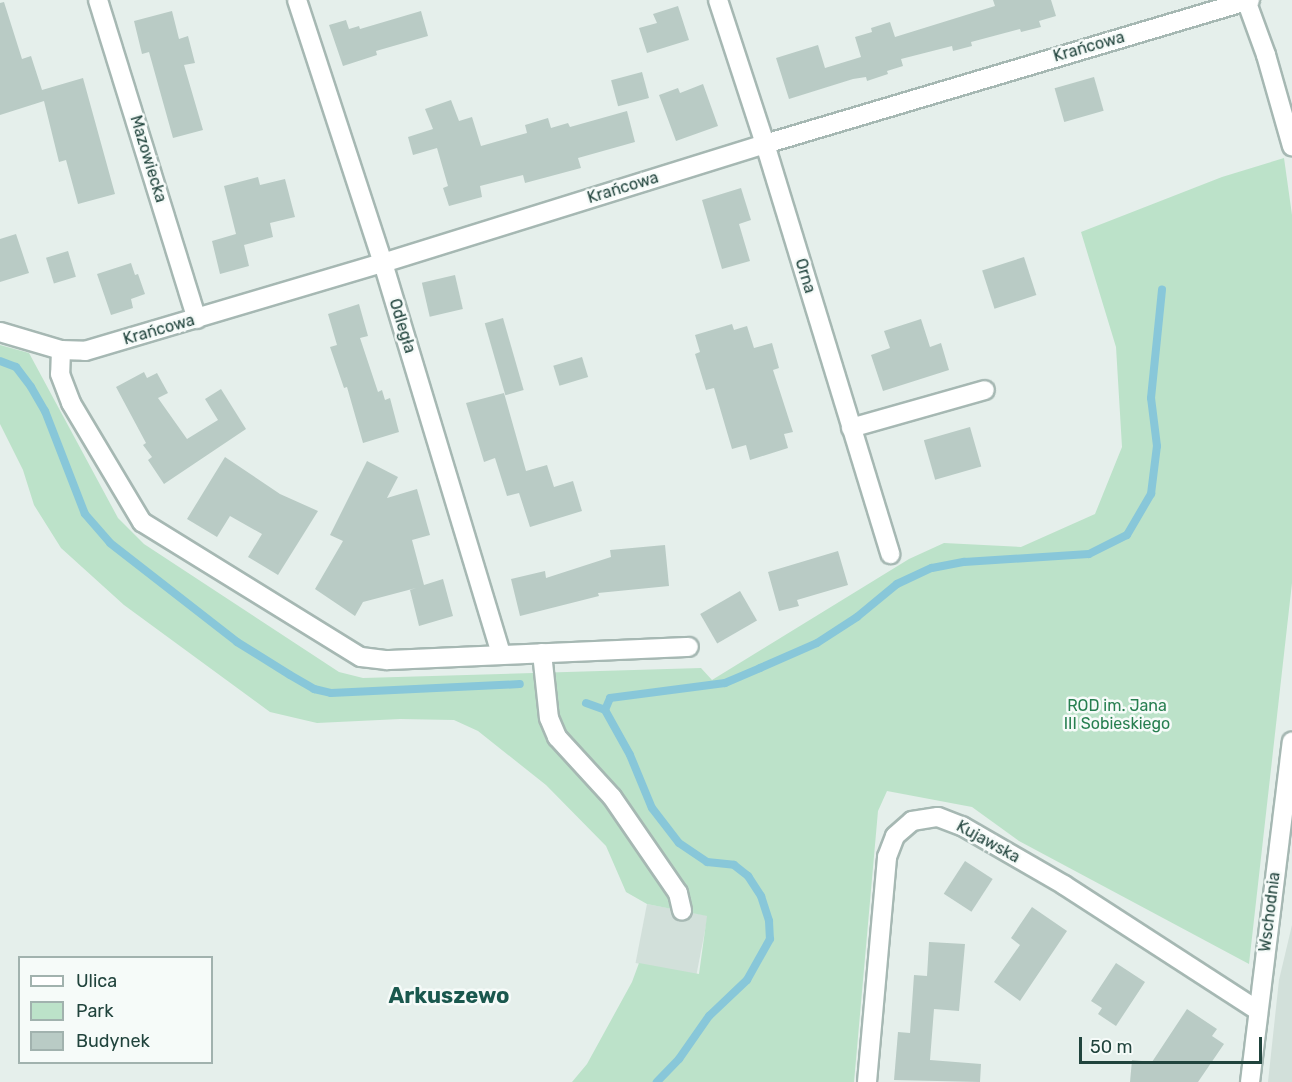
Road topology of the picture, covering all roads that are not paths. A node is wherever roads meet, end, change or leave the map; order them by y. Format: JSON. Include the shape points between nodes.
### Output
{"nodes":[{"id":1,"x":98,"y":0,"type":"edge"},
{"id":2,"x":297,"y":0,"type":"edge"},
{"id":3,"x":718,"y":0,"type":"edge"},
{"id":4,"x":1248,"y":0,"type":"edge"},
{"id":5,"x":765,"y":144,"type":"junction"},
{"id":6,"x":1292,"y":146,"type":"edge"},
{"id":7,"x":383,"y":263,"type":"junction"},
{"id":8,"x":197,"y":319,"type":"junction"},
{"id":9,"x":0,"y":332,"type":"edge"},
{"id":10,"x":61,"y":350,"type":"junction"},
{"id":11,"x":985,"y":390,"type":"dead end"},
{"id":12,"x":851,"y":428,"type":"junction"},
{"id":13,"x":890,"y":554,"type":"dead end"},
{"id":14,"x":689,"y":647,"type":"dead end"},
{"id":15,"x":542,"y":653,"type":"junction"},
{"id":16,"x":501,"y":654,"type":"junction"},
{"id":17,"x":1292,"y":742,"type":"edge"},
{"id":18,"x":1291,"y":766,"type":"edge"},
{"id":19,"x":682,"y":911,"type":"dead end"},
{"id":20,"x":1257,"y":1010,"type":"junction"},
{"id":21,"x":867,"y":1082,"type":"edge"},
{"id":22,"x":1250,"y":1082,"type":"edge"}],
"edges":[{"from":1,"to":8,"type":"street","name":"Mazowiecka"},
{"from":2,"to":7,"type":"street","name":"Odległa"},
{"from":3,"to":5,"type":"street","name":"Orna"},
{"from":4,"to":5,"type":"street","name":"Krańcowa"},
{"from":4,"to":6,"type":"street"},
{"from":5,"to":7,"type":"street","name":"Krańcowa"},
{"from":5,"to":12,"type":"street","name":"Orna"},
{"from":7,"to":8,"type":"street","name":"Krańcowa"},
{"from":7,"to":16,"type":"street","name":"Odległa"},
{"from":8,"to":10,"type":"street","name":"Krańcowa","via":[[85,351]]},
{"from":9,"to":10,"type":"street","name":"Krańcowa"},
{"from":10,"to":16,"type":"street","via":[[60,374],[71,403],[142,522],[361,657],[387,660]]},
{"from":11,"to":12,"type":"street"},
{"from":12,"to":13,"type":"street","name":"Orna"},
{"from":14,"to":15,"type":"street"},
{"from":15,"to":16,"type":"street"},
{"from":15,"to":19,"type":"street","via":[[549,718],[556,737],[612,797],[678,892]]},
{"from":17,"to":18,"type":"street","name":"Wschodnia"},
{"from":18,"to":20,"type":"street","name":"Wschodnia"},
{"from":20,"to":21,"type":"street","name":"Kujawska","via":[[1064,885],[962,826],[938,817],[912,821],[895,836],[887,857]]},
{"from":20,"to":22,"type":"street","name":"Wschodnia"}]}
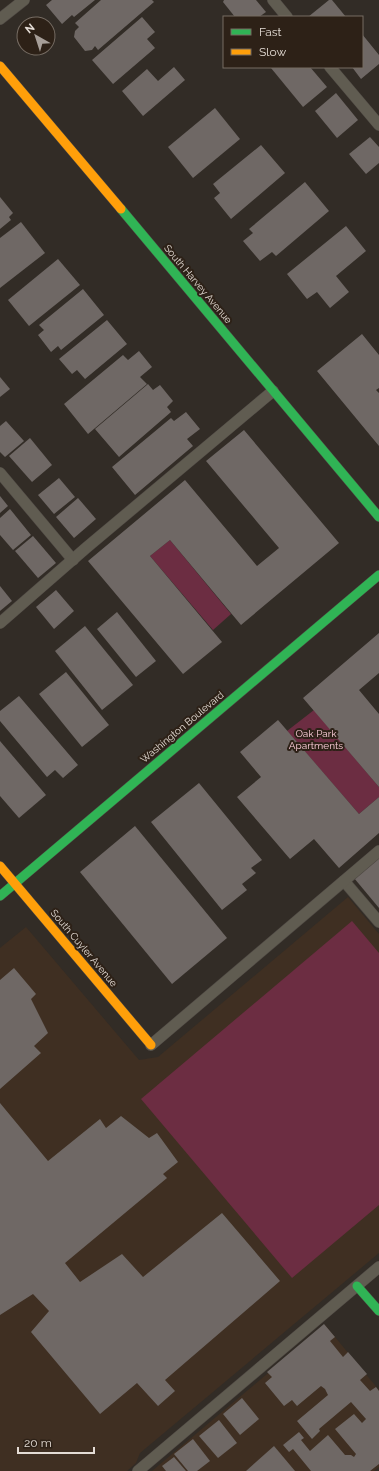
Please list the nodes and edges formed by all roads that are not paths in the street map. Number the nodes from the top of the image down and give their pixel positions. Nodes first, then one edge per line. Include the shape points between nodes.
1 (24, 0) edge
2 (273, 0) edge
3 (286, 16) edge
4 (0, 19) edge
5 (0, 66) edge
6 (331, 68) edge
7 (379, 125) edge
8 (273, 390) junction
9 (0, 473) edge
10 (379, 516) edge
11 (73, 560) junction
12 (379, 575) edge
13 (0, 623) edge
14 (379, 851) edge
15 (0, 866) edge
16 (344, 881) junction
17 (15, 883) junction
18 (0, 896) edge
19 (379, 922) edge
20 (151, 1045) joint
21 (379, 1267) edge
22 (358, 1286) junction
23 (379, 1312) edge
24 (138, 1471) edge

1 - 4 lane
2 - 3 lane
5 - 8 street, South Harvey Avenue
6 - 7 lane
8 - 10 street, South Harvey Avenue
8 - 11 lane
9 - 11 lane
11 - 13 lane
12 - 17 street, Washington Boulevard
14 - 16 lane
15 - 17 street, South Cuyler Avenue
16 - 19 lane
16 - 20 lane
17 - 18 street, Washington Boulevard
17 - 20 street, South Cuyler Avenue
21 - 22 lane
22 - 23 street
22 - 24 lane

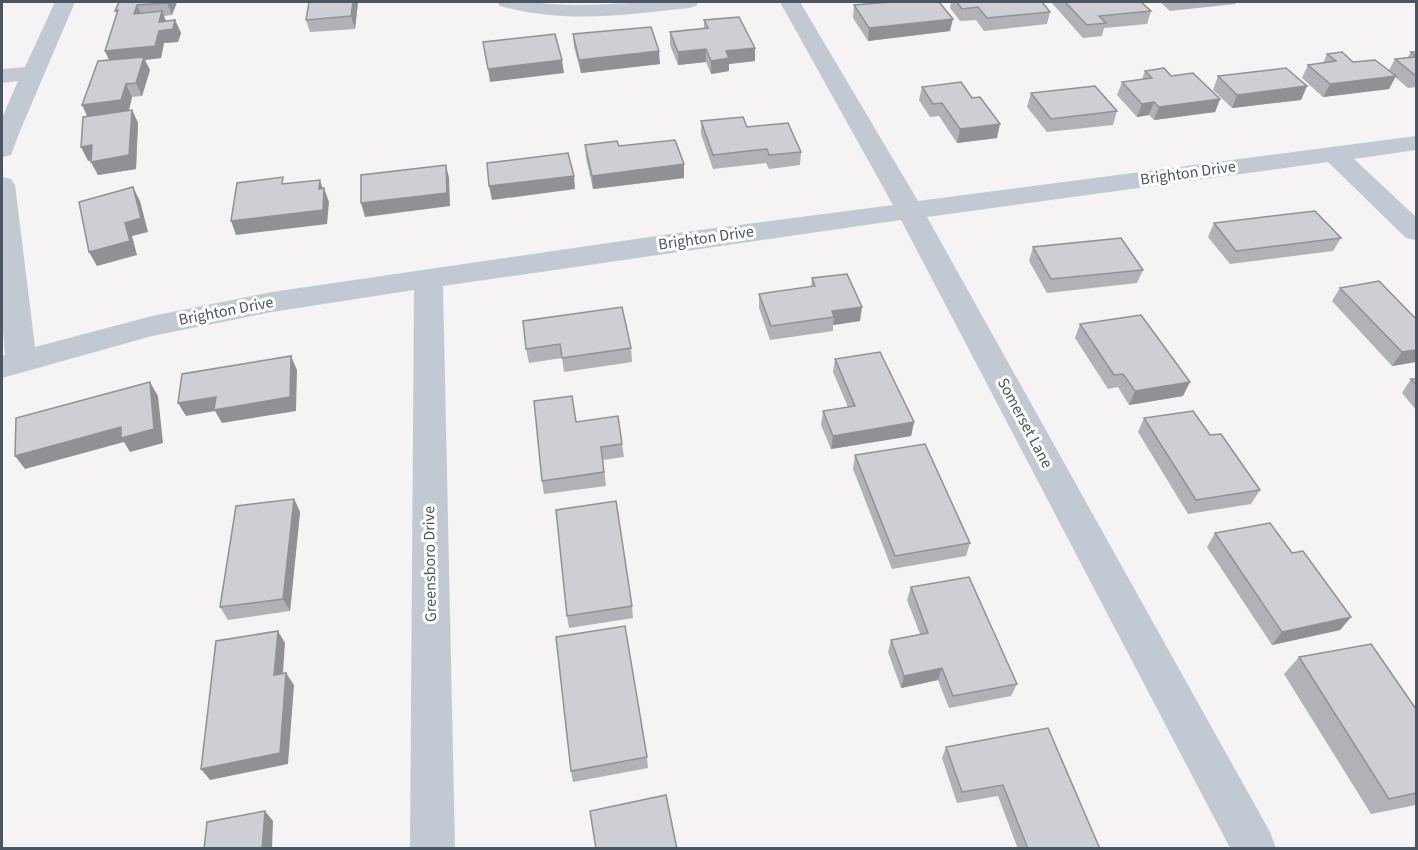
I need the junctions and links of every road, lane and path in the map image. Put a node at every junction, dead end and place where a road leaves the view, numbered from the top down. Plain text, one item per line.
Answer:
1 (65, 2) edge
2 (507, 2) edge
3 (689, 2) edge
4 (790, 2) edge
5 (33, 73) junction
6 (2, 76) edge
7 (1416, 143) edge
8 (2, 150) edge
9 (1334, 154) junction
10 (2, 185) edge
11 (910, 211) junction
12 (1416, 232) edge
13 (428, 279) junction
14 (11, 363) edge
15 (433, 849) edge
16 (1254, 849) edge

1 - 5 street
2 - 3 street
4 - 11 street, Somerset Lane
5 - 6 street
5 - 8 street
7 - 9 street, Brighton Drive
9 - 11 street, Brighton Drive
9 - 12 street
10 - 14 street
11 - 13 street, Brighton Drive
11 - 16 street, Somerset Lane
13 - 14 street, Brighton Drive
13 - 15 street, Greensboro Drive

....................

• [WHAT TO DO]: Return a copy of each line of the material that holds the word "Cuyler".

• [ANSWER SECTION]:
15 - 17 street, South Cuyler Avenue
17 - 20 street, South Cuyler Avenue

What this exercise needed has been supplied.